TRAVAGLI DEMOCRATICI

Marino non convince e perde pezzi

Non sortisce l'effetto desiderato (dal candidato renziano) l'incontro tra i tre sfidanti delle primarie Pd. Canalis conferma il sostegno a Furia. Fassiniani in transito verso Zingaretti tentati dal ricercatore biellese. Incognita su quanti delegati si presenteranno in assemblea

Due ore e mezzo uno di fronte all’altro per certificare quello che di fatto già si sapeva: l’asse tra Paolo Furia e Monica Canalis regge, Mauro Marino resta minoranza, almeno nei numeri emersi dalle primarie. Semmai la novità è che a intervenire in questa appendice di congresso regionale sono le dinamiche nazionali in uno scenario che certo non aiuta la pattuglia renziana in ambasce, con i fassiniani pronti a staccarsi definitivamente e convergere in blocco (o quasi) su Nicola Zingaretti, di cui il ricercatore biellese è l’emanazione in Piemonte.

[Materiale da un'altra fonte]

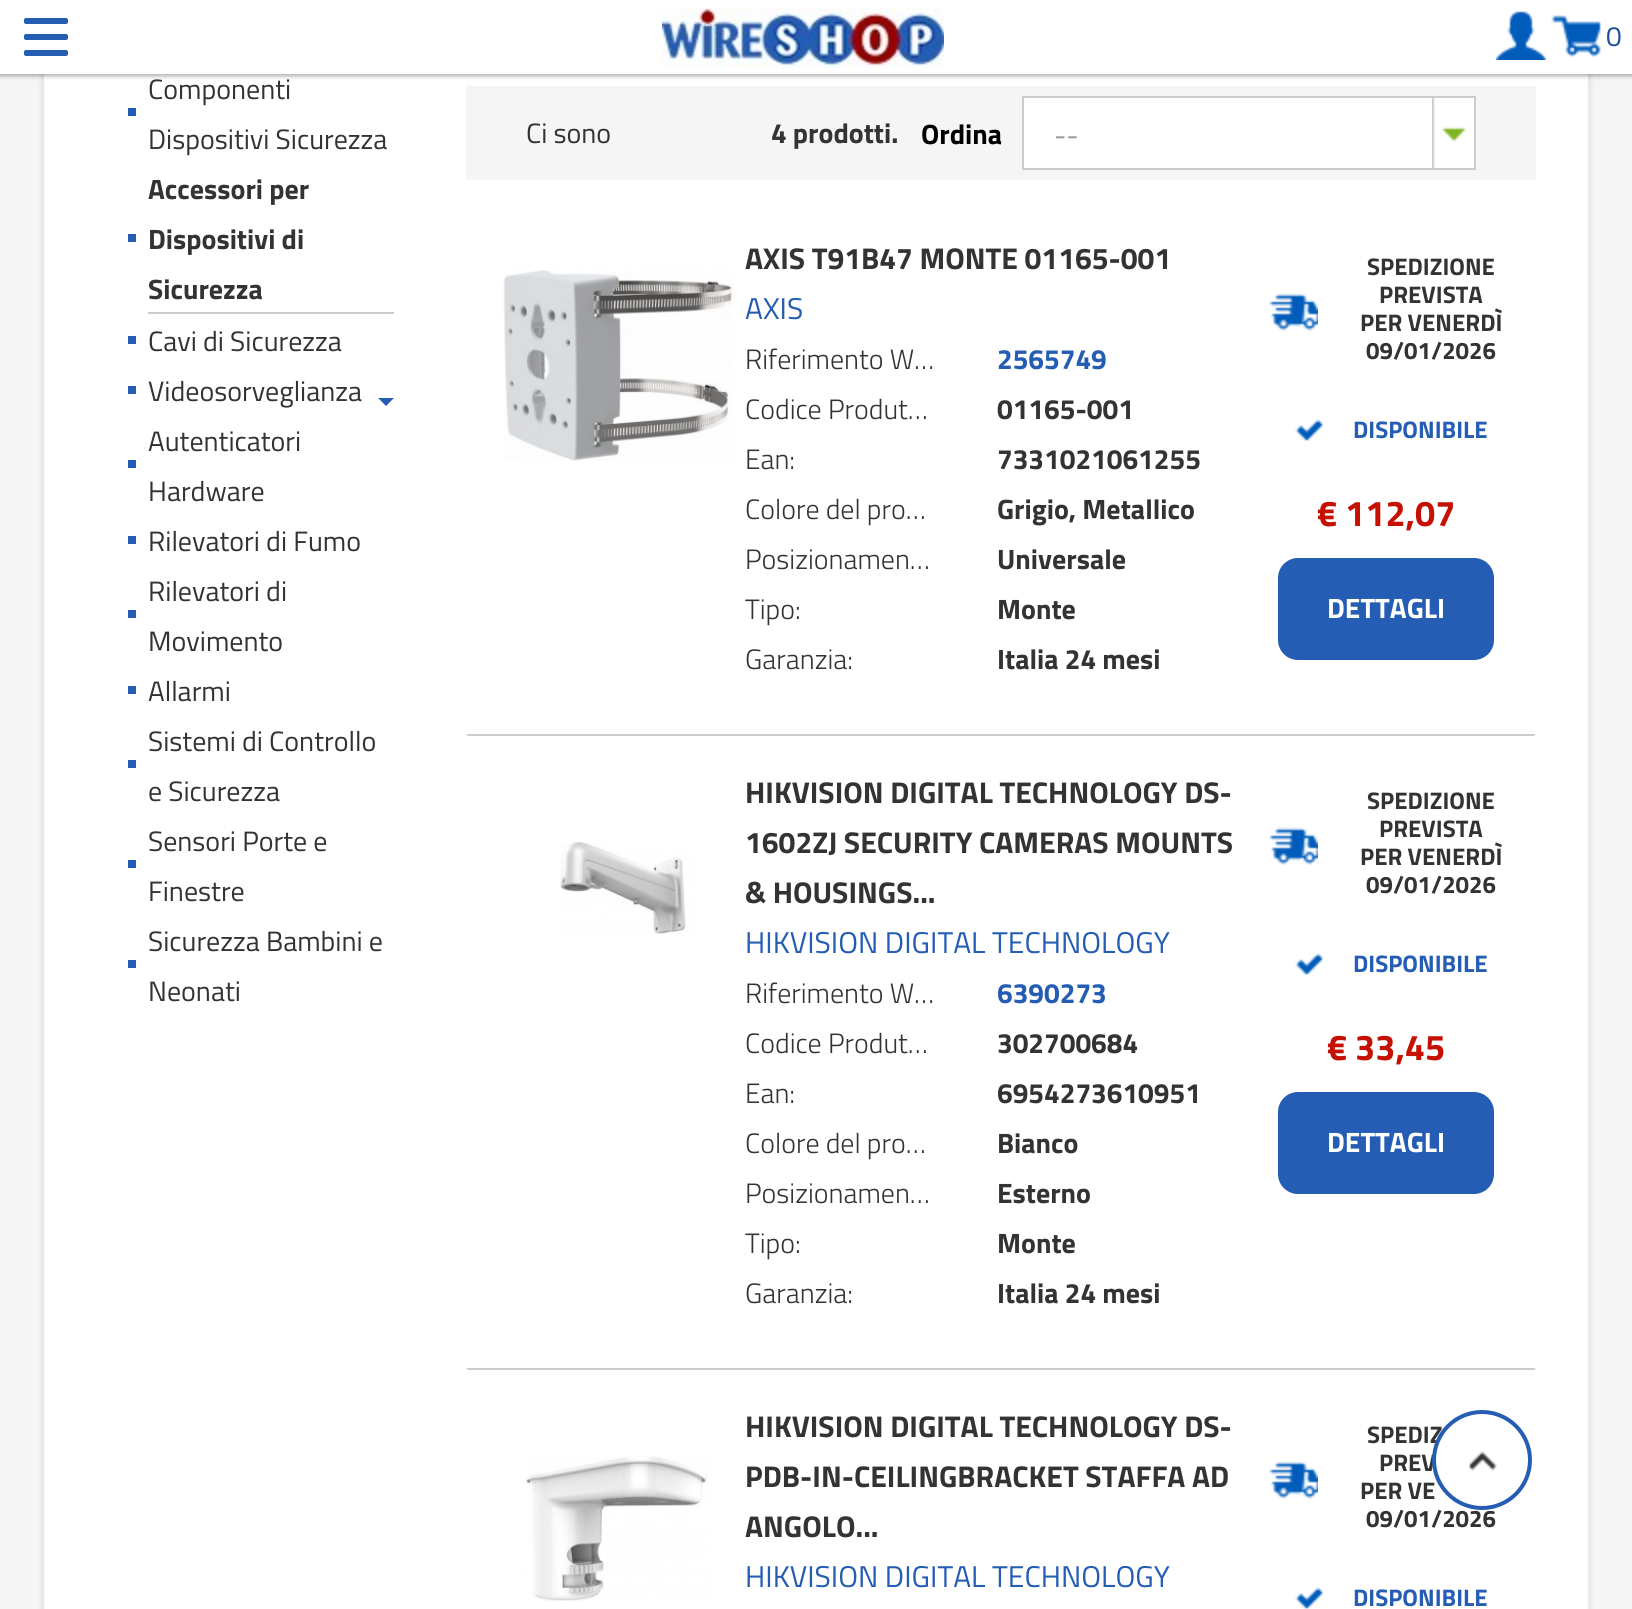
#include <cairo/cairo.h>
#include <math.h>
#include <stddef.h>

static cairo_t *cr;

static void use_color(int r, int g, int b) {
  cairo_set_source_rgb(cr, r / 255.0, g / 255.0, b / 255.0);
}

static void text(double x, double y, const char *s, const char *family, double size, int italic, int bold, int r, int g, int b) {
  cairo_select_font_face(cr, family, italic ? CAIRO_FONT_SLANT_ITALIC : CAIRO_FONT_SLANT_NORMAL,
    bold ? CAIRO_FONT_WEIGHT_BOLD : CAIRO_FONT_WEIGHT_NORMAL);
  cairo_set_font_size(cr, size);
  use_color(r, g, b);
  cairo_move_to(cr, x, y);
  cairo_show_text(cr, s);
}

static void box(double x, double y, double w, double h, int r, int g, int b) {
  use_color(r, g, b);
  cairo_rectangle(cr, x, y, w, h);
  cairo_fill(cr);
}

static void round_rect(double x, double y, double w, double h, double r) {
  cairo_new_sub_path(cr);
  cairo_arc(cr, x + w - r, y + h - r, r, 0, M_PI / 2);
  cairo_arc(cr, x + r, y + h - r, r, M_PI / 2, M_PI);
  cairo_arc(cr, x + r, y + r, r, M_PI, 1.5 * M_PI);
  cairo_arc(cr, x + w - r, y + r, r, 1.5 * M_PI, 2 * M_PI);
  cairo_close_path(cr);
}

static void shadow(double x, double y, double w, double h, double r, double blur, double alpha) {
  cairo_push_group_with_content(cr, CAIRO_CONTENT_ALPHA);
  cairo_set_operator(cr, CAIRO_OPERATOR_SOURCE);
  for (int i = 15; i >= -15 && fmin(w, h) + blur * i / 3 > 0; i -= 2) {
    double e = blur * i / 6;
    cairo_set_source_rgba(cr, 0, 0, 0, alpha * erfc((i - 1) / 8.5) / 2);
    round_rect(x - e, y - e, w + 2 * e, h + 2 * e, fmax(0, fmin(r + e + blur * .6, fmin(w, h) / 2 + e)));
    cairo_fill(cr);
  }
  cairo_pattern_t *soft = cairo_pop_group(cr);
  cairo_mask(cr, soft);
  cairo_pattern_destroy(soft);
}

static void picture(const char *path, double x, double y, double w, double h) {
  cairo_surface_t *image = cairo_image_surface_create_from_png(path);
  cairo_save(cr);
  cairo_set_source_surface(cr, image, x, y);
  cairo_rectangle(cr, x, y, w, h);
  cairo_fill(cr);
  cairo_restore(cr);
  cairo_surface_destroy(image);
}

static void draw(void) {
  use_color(245, 245, 245);
  cairo_paint(cr);
  picture("img_01.png", 39, 74, 1554, 1535);
  use_color(0, 0, 0);
  shadow(0, 2, 1632, 74, 0, 2, 0.24);
  shadow(0, 2, 1632, 74, 0, 3, 0.12);
  box(0, 0, 1632, 74, 255, 255, 255);
  use_color(36, 93, 179);
  round_rect(24, 18, 44, 6, 2);
  cairo_fill(cr);
  round_rect(24, 34, 44, 6, 2);
  cairo_fill(cr);
  round_rect(24, 50, 44, 6, 2);
  cairo_fill(cr);
  picture("img_02.png", 662, 8, 282, 60);
  picture("img_03.png", 1496, 11, 50, 49);
  picture("img_04.png", 1551, 15, 50, 42);
  box(128, 108, 8, 8, 36, 93, 179);
  box(128, 234, 8, 8, 36, 93, 179);
  box(148, 312, 246, 2, 204, 204, 204);
  box(128, 336, 8, 8, 36, 93, 179);
  box(128, 386, 8, 8, 36, 93, 179);
  cairo_new_path(cr);
  cairo_move_to(cr, 378, 398);
  cairo_line_to(cr, 394, 398);
  cairo_line_to(cr, 386, 406);
  cairo_close_path(cr);
  cairo_fill(cr);
  box(128, 460, 8, 8, 36, 93, 179);
  box(128, 536, 8, 8, 36, 93, 179);
  box(128, 610, 8, 8, 36, 93, 179);
  box(128, 686, 8, 8, 36, 93, 179);
  box(128, 760, 8, 8, 36, 93, 179);
  box(128, 860, 8, 8, 36, 93, 179);
  box(128, 960, 8, 8, 36, 93, 179);
  box(466, 86, 1070, 94, 245, 245, 245);
  box(1024, 98, 450, 70, 255, 255, 255);
  picture("img_05.png", 1432, 98, 35, 70);
  cairo_rectangle(cr, 1023, 97, 452, 72);
  use_color(204, 204, 204);
  cairo_stroke(cr);
  picture("img_06.png", 503, 270, 231, 191);
  picture("img_07.png", 1269, 293, 49, 38);
  picture("img_08.png", 1295, 419, 28, 22);
  use_color(36, 93, 179);
  round_rect(1279, 559, 214, 100, 19);
  cairo_fill_preserve(cr);
  cairo_stroke(cr);
  use_color(204, 204, 204);
  cairo_new_path(cr);
  cairo_move_to(cr, 466, 734);
  cairo_line_to(cr, 1536, 734);
  cairo_line_to(cr, 1534, 736);
  cairo_line_to(cr, 468, 736);
  cairo_close_path(cr);
  cairo_fill(cr);
  picture("img_09.png", 560, 842, 133, 92);
  picture("img_07.png", 1269, 827, 49, 38);
  picture("img_08.png", 1295, 953, 28, 22);
  use_color(36, 93, 179);
  round_rect(1279, 1093, 214, 100, 19);
  cairo_fill_preserve(cr);
  cairo_stroke(cr);
  use_color(204, 204, 204);
  cairo_new_path(cr);
  cairo_move_to(cr, 466, 1368);
  cairo_line_to(cr, 1536, 1368);
  cairo_line_to(cr, 1534, 1370);
  cairo_line_to(cr, 468, 1370);
  cairo_close_path(cr);
  cairo_fill(cr);
  picture("img_10.png", 525, 1456, 183, 145);
  picture("img_07.png", 1269, 1461, 49, 38);
  picture("img_08.png", 1295, 1587, 28, 22);
  text(1606, 46, "0", "Titillium Web", 28, 0, 0, 30, 78, 149);
  text(148, 99, "Componenti", "Titillium Web", 28, 0, 0, 51, 51, 51);
  text(148, 149, "Dispositivi Sicurezza", "Titillium Web", 28, 0, 0, 51, 51, 51);
  text(148, 199, "Accessori per", "Titillium Web", 28, 0, 1, 51, 51, 51);
  text(148, 249, "Dispositivi di", "Titillium Web", 28, 0, 1, 51, 51, 51);
  text(148, 299, "Sicurezza", "Titillium Web", 28, 0, 1, 51, 51, 51);
  text(148, 351, "Cavi di Sicurezza", "Titillium Web", 28, 0, 0, 51, 51, 51);
  text(148, 401, "Videosorveglianza", "Titillium Web", 28, 0, 0, 51, 51, 51);
  text(148, 451, "Autenticatori", "Titillium Web", 28, 0, 0, 51, 51, 51);
  text(148, 501, "Hardware", "Titillium Web", 28, 0, 0, 51, 51, 51);
  text(148, 551, "Rilevatori di Fumo", "Titillium Web", 28, 0, 0, 51, 51, 51);
  text(148, 601, "Rilevatori di", "Titillium Web", 28, 0, 0, 51, 51, 51);
  text(148, 651, "Movimento", "Titillium Web", 28, 0, 0, 51, 51, 51);
  text(148, 701, "Allarmi", "Titillium Web", 28, 0, 0, 51, 51, 51);
  text(148, 751, "Sistemi di Controllo", "Titillium Web", 28, 0, 0, 51, 51, 51);
  text(148, 801, "e Sicurezza", "Titillium Web", 28, 0, 0, 51, 51, 51);
  text(148, 851, "Sensori Porte e", "Titillium Web", 28, 0, 0, 51, 51, 51);
  text(148, 901, "Finestre", "Titillium Web", 28, 0, 0, 51, 51, 51);
  text(148, 951, "Sicurezza Bambini e", "Titillium Web", 28, 0, 0, 51, 51, 51);
  text(148, 1001, "Neonati", "Titillium Web", 28, 0, 0, 51, 51, 51);
  text(526, 143, "Ci sono", "Titillium Web", 28, 0, 0, 51, 51, 51);
  text(771, 143, "4 prodotti.", "Titillium Web", 28, 0, 1, 51, 51, 51);
  text(921, 144, "Ordina", "Titillium Web", 28, 0, 1, 0, 0, 0);
  text(1054, 145, "--", "Titillium Web", 28, 0, 0, 153, 153, 153);
  text(745, 269, "AXIS T91B47 MONTE 01165-001", "Titillium Web", 30, 0, 1, 51, 51, 51);
  text(745, 319, "AXIS", "Titillium Web", 30, 0, 0, 36, 93, 179);
  text(745, 369, "Riferimento W…", "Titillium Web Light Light", 28, 0, 0, 51, 51, 51);
  text(997, 369, "2565749", "Titillium Web", 28, 0, 1, 36, 93, 179);
  text(745, 419, "Codice Produt…", "Titillium Web Light Light", 28, 0, 0, 51, 51, 51);
  text(997, 419, "01165-001", "Titillium Web", 28, 0, 1, 51, 51, 51);
  text(745, 469, "Ean:", "Titillium Web Light Light", 28, 0, 0, 51, 51, 51);
  text(997, 469, "7331021061255", "Titillium Web", 28, 0, 1, 51, 51, 51);
  text(745, 519, "Colore del pro…", "Titillium Web Light Light", 28, 0, 0, 51, 51, 51);
  text(997, 519, "Grigio, Metallico", "Titillium Web", 28, 0, 1, 51, 51, 51);
  text(745, 569, "Posizionamen…", "Titillium Web Light Light", 28, 0, 0, 51, 51, 51);
  text(997, 569, "Universale", "Titillium Web", 28, 0, 1, 51, 51, 51);
  text(745, 619, "Tipo:", "Titillium Web Light Light", 28, 0, 0, 51, 51, 51);
  text(997, 619, "Monte", "Titillium Web", 28, 0, 1, 51, 51, 51);
  text(745, 669, "Garanzia:", "Titillium Web Light Light", 28, 0, 0, 51, 51, 51);
  text(997, 669, "Italia 24 mesi", "Titillium Web", 28, 0, 1, 51, 51, 51);
  text(1367, 275, "SPEDIZIONE", "Titillium Web", 24, 0, 1, 51, 51, 51);
  text(1379, 303, "PREVISTA", "Titillium Web", 24, 0, 1, 51, 51, 51);
  text(1360, 331, "PER VENERDÌ", "Titillium Web", 24, 0, 1, 51, 51, 51);
  text(1366, 359, "09/01/2026", "Titillium Web", 24, 0, 1, 51, 51, 51);
  text(1353, 438, "DISPONIBILE", "Titillium Web", 24, 0, 1, 36, 93, 179);
  text(1317, 526, "€ 112,07", "Titillium Web", 36, 0, 1, 197, 17, 2);
  text(1327, 618, "DETTAGLI", "Titillium Web", 28, 0, 1, 255, 255, 255);
  text(745, 803, "HIKVISION DIGITAL TECHNOLOGY DS-", "Titillium Web", 30, 0, 1, 51, 51, 51);
  text(745, 853, "1602ZJ SECURITY CAMERAS MOUNTS", "Titillium Web", 30, 0, 1, 51, 51, 51);
  text(745, 903, "& HOUSINGS...", "Titillium Web", 30, 0, 1, 51, 51, 51);
  text(745, 953, "HIKVISION DIGITAL TECHNOLOGY", "Titillium Web", 30, 0, 0, 36, 93, 179);
  text(745, 1003, "Riferimento W…", "Titillium Web Light Light", 28, 0, 0, 51, 51, 51);
  text(997, 1003, "6390273", "Titillium Web", 28, 0, 1, 36, 93, 179);
  text(745, 1053, "Codice Produt…", "Titillium Web Light Light", 28, 0, 0, 51, 51, 51);
  text(997, 1053, "302700684", "Titillium Web", 28, 0, 1, 51, 51, 51);
  text(745, 1103, "Ean:", "Titillium Web Light Light", 28, 0, 0, 51, 51, 51);
  text(997, 1103, "6954273610951", "Titillium Web", 28, 0, 1, 51, 51, 51);
  text(745, 1153, "Colore del pro…", "Titillium Web Light Light", 28, 0, 0, 51, 51, 51);
  text(997, 1153, "Bianco", "Titillium Web", 28, 0, 1, 51, 51, 51);
  text(745, 1203, "Posizionamen…", "Titillium Web Light Light", 28, 0, 0, 51, 51, 51);
  text(997, 1203, "Esterno", "Titillium Web", 28, 0, 1, 51, 51, 51);
  text(745, 1253, "Tipo:", "Titillium Web Light Light", 28, 0, 0, 51, 51, 51);
  text(997, 1253, "Monte", "Titillium Web", 28, 0, 1, 51, 51, 51);
  text(745, 1303, "Garanzia:", "Titillium Web Light Light", 28, 0, 0, 51, 51, 51);
  text(997, 1303, "Italia 24 mesi", "Titillium Web", 28, 0, 1, 51, 51, 51);
  text(1367, 809, "SPEDIZIONE", "Titillium Web", 24, 0, 1, 51, 51, 51);
  text(1379, 837, "PREVISTA", "Titillium Web", 24, 0, 1, 51, 51, 51);
  text(1360, 865, "PER VENERDÌ", "Titillium Web", 24, 0, 1, 51, 51, 51);
  text(1366, 893, "09/01/2026", "Titillium Web", 24, 0, 1, 51, 51, 51);
  text(1353, 972, "DISPONIBILE", "Titillium Web", 24, 0, 1, 36, 93, 179);
  text(1327, 1060, "€ 33,45", "Titillium Web", 36, 0, 1, 197, 17, 2);
  text(1327, 1152, "DETTAGLI", "Titillium Web", 28, 0, 1, 255, 255, 255);
  text(745, 1437, "HIKVISION DIGITAL TECHNOLOGY DS-", "Titillium Web", 30, 0, 1, 51, 51, 51);
  text(745, 1487, "PDB-IN-CEILINGBRACKET STAFFA AD", "Titillium Web", 30, 0, 1, 51, 51, 51);
  text(745, 1537, "ANGOLO...", "Titillium Web", 30, 0, 1, 51, 51, 51);
  text(745, 1587, "HIKVISION DIGITAL TECHNOLOGY", "Titillium Web", 30, 0, 0, 36, 93, 179);
  text(1367, 1443, "SPEDIZ", "Titillium Web", 24, 0, 1, 51, 51, 51);
  text(1379, 1471, "PREV", "Titillium Web", 24, 0, 1, 51, 51, 51);
  text(1360, 1499, "PER VE", "Titillium Web", 24, 0, 1, 51, 51, 51);
  text(1366, 1527, "09/01/2026", "Titillium Web", 24, 0, 1, 51, 51, 51);
  text(1353, 1606, "DISPONIBILE", "Titillium Web", 24, 0, 1, 36, 93, 179);
  use_color(255, 255, 255);
  cairo_new_path(cr);
  cairo_arc(cr, 1482, 1460, 48, 0, 2 * M_PI);
  cairo_fill_preserve(cr);
  use_color(36, 93, 179);
  cairo_set_line_width(cr, 4);
  cairo_stroke(cr);
  picture("img_11.png", 1469, 1451, 28, 20);
}

int main(void) {
  cairo_surface_t *surface = cairo_image_surface_create(CAIRO_FORMAT_RGB24, 1632, 1609);
  cr = cairo_create(surface);
  cairo_font_options_t *options = cairo_font_options_create();
  cairo_font_options_set_hint_metrics(options, CAIRO_HINT_METRICS_OFF);
  cairo_font_options_set_hint_style(options, CAIRO_HINT_STYLE_NONE);
  cairo_set_font_options(cr, options);
  cairo_set_miter_limit(cr, 4);
  draw();
  cairo_surface_write_to_png(surface, "out.png");
  cairo_font_options_destroy(options);
  cairo_destroy(cr);
  cairo_surface_destroy(surface);
  return 0;
}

Nelle sede elettorale del senatore torinese di via Ormea i tre sfidanti delle primarie regionali si sono incontrati alle 15. L’invito è stato inoltrato ieri dopo che Marino ha ottenuto il mandato a tentare il tutto per tutto dai colonnelli che lo hanno sostenuto (almeno formalmente) alla conta di domenica scorsa. L’ultimo disperato tentativo per ricomporre le tre anime del partito attorno alla sua figura. Fin dall’inizio, però, è stato chiaro come la proposta sia giunta fuori tempo massimo. Dopo le strette di mano, i convenevoli del caso e un’analisi su quel che è stato, Marino ha capito subito di avere di fronte due persone che rappresentavano un unico interlocutore. Il ricercatore biellese, esponente della sinistra dem e secondo classificato alla conta di domenica con il 36 per cento dei voti è un tutt’uno, almeno in questa fase, con la cattolica Canalis e il blocco  di delegati frutto del 22,5 per cento dei suoi voti: insieme hanno (sulla carta) 240 delegati su 414. Quelli di Marino sono circa 170, sempre in teoria, giacché resta un’incognita quanti di questi si presenteranno in via Masserano il 29 dicembre, tra Natale e Capodanno, giorno in cui è stata fissata l’assemblea e in cui peraltro i deputati saranno bloccati a Montecitorio per l'approvazione della manovra finanziaria del governo: chiederanno di rimandare l'assemblea, gli verrà risposto di no. 

Il candidato renziano ha messo sul tavolo la disponibilità a una gestione in solido unitaria, offrendo la disponibilità a condividere anche ruoli strategici come quello del tesoriere, oltre a offrire per i due la carica di vice. Ma non è bastato. La sensazione è che, arrivati a questo punto, l’epilogo più probabile è che Furia possa ottenere non solo la somma dei delegati suoi e di Canalis, ma pure qualche eletto nelle liste di Marino. Quest’ultimo infatti si è rifiutato di condurre ogni tipo di trattativa legata a una ricomposizione, se non attorno al suo nome: “Credo in una logica maggioritaria secondo la quale chi vince governa” sarebbero state le sue parole, rivendicando per la minoranza solo la presidenza della commissione di garanzia. Pure sulla presidenza dell’assemblea non c’è stato alcun accordo, giacché, come sottolineato da Furia, è una prassi quella di assegnarla alla minoranza e non certo una regola dettata dallo statuto.